(Data listing):

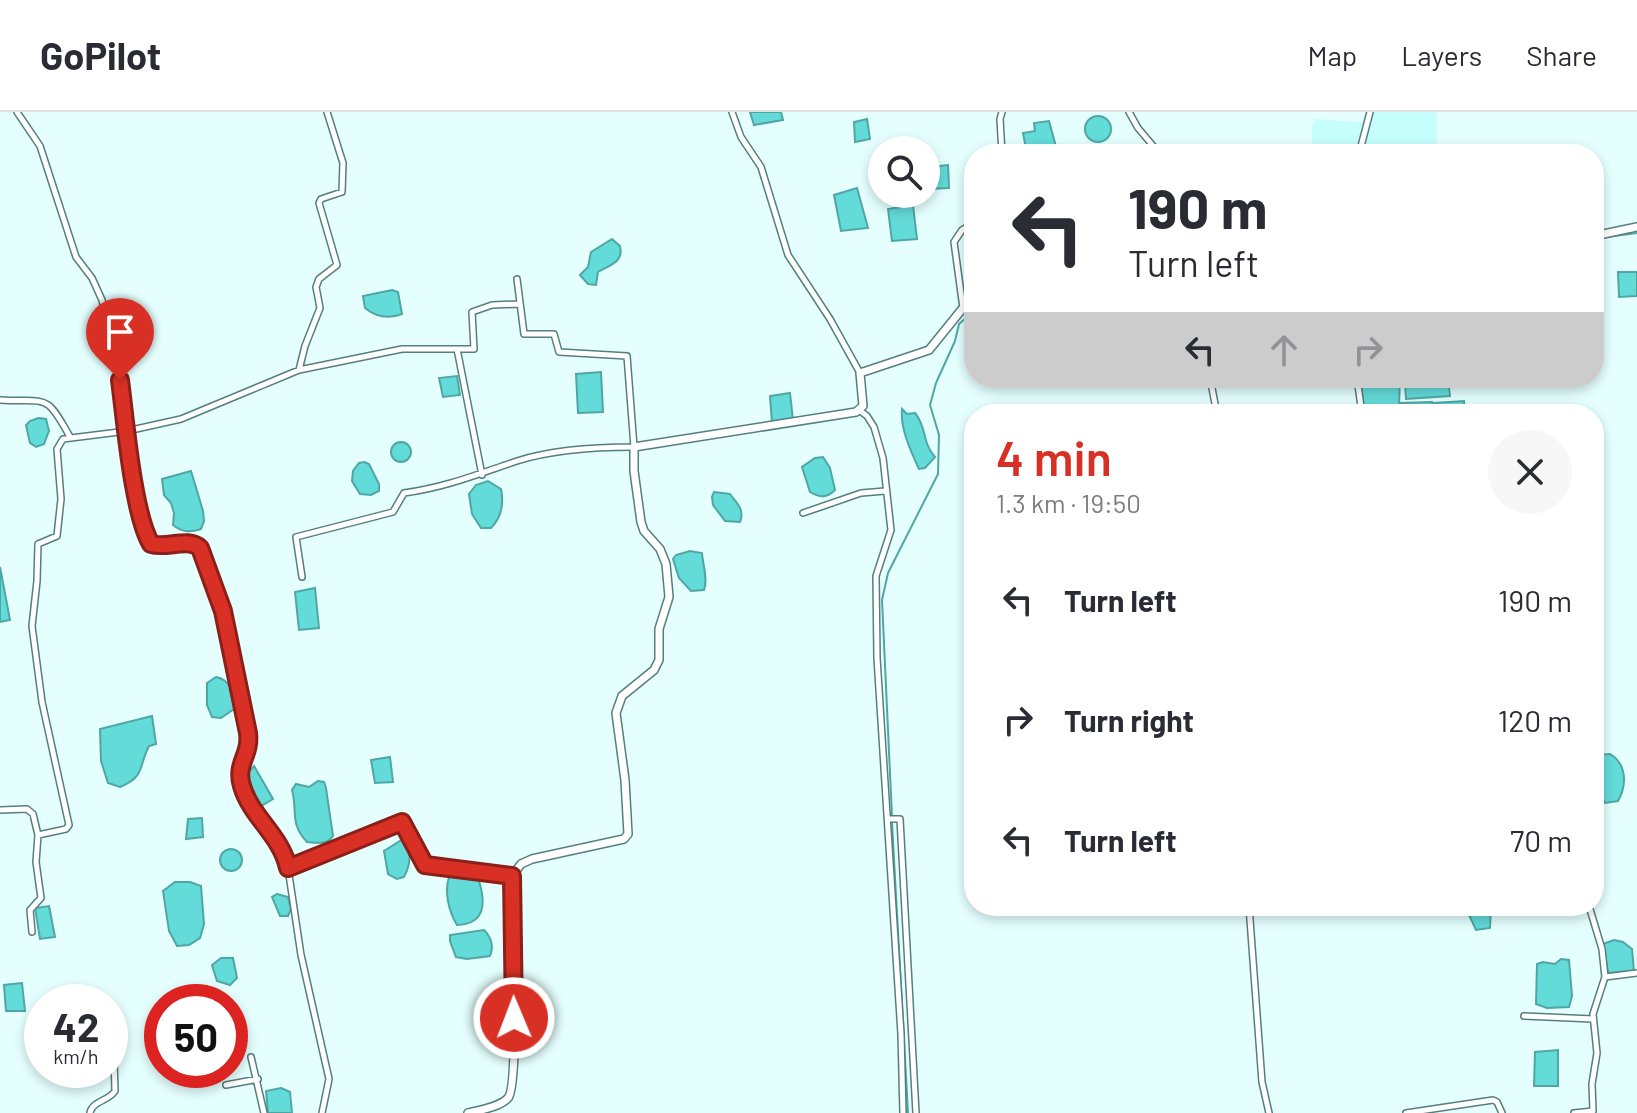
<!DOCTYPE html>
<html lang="en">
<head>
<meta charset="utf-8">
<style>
	:root { --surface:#fff; --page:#f7f7f7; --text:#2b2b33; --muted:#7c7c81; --line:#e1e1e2; --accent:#d93025 }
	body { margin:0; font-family:Barlow,sans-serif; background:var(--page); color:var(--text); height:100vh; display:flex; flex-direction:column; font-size:30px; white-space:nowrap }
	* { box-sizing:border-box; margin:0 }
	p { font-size:26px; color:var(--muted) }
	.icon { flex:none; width:44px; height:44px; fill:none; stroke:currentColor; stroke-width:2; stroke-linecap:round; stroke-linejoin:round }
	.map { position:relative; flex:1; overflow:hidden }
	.sheet { position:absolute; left:964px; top:292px; width:640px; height:512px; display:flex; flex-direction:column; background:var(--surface); border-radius:32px; box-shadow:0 4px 12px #0003 }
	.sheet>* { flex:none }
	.hud { position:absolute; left:964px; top:32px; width:640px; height:244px; border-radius:32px; box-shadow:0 4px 12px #0003; background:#fff; color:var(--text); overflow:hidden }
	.controls { position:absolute; left:868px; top:24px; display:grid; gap:16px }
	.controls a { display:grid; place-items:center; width:72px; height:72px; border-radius:50%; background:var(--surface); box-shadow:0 4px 12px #0003; font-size:40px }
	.speed { position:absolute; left:24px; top:872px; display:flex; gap:16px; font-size:40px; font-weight:700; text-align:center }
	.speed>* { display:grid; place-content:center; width:104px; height:104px; border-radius:50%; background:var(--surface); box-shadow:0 4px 12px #0003; line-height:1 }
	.speed small { font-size:20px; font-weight:400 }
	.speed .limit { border:12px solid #d22; background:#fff; color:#111 }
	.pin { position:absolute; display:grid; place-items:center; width:68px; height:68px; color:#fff; margin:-82px -34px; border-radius:50% 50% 50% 0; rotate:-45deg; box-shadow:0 0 8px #0007 }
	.pin .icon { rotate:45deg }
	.me { position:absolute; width:88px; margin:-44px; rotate:359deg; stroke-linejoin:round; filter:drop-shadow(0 0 6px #0008) }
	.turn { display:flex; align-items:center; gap:28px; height:168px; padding:0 32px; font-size:36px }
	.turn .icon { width:104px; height:104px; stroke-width:2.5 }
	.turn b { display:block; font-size:56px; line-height:68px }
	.lanes { display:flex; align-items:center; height:76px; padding:0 32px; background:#0003; justify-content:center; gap:40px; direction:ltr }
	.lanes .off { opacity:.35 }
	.round { display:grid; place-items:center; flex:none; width:84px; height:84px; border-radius:42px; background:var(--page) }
	.head { display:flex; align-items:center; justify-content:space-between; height:136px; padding:0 32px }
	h1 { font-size:48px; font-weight:600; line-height:60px; color:var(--accent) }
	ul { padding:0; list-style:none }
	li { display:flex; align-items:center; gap:24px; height:120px; padding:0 32px }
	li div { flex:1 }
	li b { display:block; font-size:30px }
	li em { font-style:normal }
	header { display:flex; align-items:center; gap:48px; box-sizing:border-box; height:112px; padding:0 40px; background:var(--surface); border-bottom:2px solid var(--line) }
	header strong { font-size:38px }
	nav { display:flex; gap:44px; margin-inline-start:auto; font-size:28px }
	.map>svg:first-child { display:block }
</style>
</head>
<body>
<header>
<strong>GoPilot</strong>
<nav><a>Map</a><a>Layers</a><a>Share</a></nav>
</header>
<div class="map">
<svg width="1637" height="1001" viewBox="0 0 1637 1001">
	<rect width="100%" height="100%" fill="#e4fffe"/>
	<path fill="#c6fefc" d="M1373 0H1437V42H1312V13L1315 7 1370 11Z"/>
	<path fill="#63dbd9" stroke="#4ea7a5" stroke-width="2" d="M750 0H781L783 8 754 13Z
		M1085 17a13 13 0 1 1 26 0a13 13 0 1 1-26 0Z
		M867 7 870 27 855 30 854 10Z
		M1049 9 1058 42H1027L1023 21 1035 19 1034 11Z
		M948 53 949 76 929 77 930 55Z
		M857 76 868 116 841 119 834 83Z
		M913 93 917 127 892 129 888 97Z
		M612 127 620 134C624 150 610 153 598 160L596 173 588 172 580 163 588 155 591 140Z
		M1618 160H1637V184L1619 185Z
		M392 178 398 180 402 202C389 207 376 205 365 196L363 184Z
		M601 260 603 300 578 301 576 262Z
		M457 264 460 283 443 285 439 266Z
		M1361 266H1400L1399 296 1363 298Z
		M1448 268 1450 284 1406 287 1405 271Z
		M790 281 793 308 772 311 770 284Z
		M1464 289 1465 302H1434V291Z
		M1432 290V302H1402L1401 291Z
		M902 297 907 302 915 301C927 315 922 331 935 345L925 356 919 357C911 340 900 316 902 297Z
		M38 306 46 307 49 319 44 332 36 335 30 331 26 313 30 309Z
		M391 340a10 10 0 1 1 20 0a10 10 0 1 1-20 0Z
		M823 345 830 356 835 378C827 386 820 386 810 380L802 355 815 346Z
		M364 350 369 352 379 372V379L371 383 360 382 352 369 353 359 359 351Z
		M191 359 203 399 204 409 201 417C189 421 182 420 173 413L174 401 171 391 164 383 162 367Z
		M488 369 501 377C504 392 502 405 491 416H481L472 402 469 382 476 373Z
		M714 380 730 382C737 391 745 398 740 410L725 409 713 393 712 385Z
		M690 439 702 441C703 453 708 468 704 478L691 479 679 466 673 447 676 443Z
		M0 455 10 508 0 510Z
		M315 476 319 516 299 518 295 480Z
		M216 565C231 568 236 583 234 597L221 606 212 605 207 593V571Z
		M152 604 156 632 149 634C138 655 146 664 120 675L108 671 101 649 100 617Z
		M1610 642C1627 652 1627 673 1618 689L1605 691C1595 675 1595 661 1598 643Z
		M390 645 393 670 375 671 371 648Z
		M254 654 273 687 258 696 246 664Z
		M318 669 324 670 326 676 333 724C327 733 316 731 307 730 289 711 298 699 292 678L296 672 309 675Z
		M202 706 203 725 186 727 188 707Z
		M403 727C412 739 411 752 404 765L397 767 388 762 384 739Z
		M220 748a11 11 0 1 1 22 0a11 11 0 1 1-22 0Z
		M457 764 470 765 479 769C486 792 485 812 457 813 449 800 444 780 449 765Z
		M175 770H190L201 774 204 812 200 826 189 833 177 834 169 819 163 779Z
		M277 782 288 785 291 797 288 804H280L272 785Z
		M49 794 55 825 40 827 35 796Z
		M1458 794H1491L1490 816 1476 818 1469 803Z
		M484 818C492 826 494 834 490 844L467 847 456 845 450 829V823Z
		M1614 828 1623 830 1632 837 1634 859 1608 861 1603 832Z
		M221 846H233L237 866 230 873 217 869 212 853Z
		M1561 847 1569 848 1572 884 1569 895 1547 896 1536 892 1537 852 1543 850 1555 852Z
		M22 871 25 899H6L4 873Z
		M1558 938V974H1534L1535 940Z
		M281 976 290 980 292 1001H268L266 979Z"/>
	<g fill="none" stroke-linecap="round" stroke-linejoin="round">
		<path stroke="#4ea7a5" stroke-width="2" d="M1599 126 1637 121
			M892 704 882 488 888 461 938 362 939 323 930 293 936 271 955 229 959 212 967 205 974 203
			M892 711 908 1001"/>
		<g stroke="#557f7e" stroke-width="8">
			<path id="minor" d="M17 0 40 34 76 145 92 166 102 188 118 256 127 319 181 307 299 258 402 237H474L472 200 492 193 518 192
				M732 0 741 25 761 55 788 143 830 207 860 261
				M1129 0 1138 16 1160 42
				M1002 42 1000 7 1002 0
				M1359 42 1370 0
				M963 196 954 130 962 118 974 110
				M457 237 482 363
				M299 258 305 234 320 196 316 175 319 167 337 153 319 91 321 87 342 80 343 51 327 0
				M1210 266 1217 302
				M1357 266 1362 302
				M0 288C47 291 45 279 70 325
				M859 298 867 304 874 315 883 346 891 418 876 464 877 546 901 922 903 1001
				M803 401 861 381 885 379
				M302 465 296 425 393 400 404 381C447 375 478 362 517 349 554 337 596 335 634 335L627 244 559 240 554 222H524L517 167
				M0 698 27 697 33 702 38 723 36 750 41 786 30 798 32 820
				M888 707H900L916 1001
				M38 723 66 717 69 713 42 590 32 514 37 469 38 432 57 424 61 387 57 337 63 327 127 319 140 395 151 432C167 437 188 425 200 436L223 499 248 621C251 644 235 652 242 674 252 705 281 723 288 756
				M1249 794 1262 970 1269 1001
				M1605 865 1637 861
				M1524 904 1593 907
				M251 945 264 1001
				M226 973 258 967
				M90 1001C92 989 109 989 115 979L114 947 117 913
				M322 1001 329 967 301 843 288 756 402 710 425 753 512 764
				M1406 1001 1493 988 1497 990 1502 1001
				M1574 1001 1593 999 1592 972 1597 941 1593 902 1605 865 1602 837 1589 794"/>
		</g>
		<g stroke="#557f7e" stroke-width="10">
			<path id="major" d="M1594 124 1637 115
				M468 1001C480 998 500 995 508 986 520 973 512 794 512 764L521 752 532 747 624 727 628 722 625 668 616 601 622 584 654 558 659 548V517L669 485 666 452 660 437 644 419 641 410 634 359V335L856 300 863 294 860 261 929 238 963 196 974 193"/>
		</g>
		<use href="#minor" stroke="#fff" stroke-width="5"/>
		<use href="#major" stroke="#fff" stroke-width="7"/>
	</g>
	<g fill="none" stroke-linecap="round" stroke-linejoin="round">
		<g stroke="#8d1f18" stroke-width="20">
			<path id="route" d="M120 268C125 306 133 402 151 432 167 437 188 425 200 436L223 499 248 621C251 644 235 651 242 674 251 705 281 723 288 756L402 710 425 753 512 764 514 906"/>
		</g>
		<use href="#route" stroke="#d93025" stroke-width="14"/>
	</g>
</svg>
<div class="controls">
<a><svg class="icon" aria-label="search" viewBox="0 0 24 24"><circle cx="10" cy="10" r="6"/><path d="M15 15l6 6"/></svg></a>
</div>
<div class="speed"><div>42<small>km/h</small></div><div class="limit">50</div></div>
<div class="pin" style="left:120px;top:268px;background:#d93025"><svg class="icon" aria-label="arrive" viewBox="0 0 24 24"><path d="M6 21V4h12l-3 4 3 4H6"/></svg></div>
<svg class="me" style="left:514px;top:906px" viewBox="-20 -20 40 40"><circle r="17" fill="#d93025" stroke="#fff" stroke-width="3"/><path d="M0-11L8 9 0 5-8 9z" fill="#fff"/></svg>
<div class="hud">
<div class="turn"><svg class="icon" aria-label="left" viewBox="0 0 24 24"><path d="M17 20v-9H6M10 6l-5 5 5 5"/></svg><div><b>190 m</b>Turn left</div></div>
<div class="lanes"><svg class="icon" aria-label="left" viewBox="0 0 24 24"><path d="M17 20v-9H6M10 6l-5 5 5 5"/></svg><svg class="icon off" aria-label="ahead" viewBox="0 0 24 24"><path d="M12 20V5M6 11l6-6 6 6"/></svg><svg class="icon off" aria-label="right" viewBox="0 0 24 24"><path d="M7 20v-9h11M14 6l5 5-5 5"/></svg></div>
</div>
<section class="sheet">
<div class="head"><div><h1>4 min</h1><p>1.3 km · 19:50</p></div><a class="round"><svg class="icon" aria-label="close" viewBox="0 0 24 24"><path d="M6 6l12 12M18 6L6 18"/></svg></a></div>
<ul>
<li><svg class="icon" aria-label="left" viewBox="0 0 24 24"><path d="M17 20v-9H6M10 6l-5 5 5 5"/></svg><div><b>Turn left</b></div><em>190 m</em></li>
<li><svg class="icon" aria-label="right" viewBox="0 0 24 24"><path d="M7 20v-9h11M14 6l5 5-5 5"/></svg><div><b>Turn right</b></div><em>120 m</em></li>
<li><svg class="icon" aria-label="left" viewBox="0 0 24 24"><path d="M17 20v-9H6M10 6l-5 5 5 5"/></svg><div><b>Turn left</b></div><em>70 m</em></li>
</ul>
</section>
</div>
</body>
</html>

(Required work):
Using the listing above, pull out all lines that hold the word "rotate".

(Your solution):
	.pin { position:absolute; display:grid; place-items:center; width:68px; height:68px; color:#fff; margin:-82px -34px; border-radius:50% 50% 50% 0; rotate:-45deg; box-shadow:0 0 8px #0007 }
	.pin .icon { rotate:45deg }
	.me { position:absolute; width:88px; margin:-44px; rotate:359deg; stroke-linejoin:round; filter:drop-shadow(0 0 6px #0008) }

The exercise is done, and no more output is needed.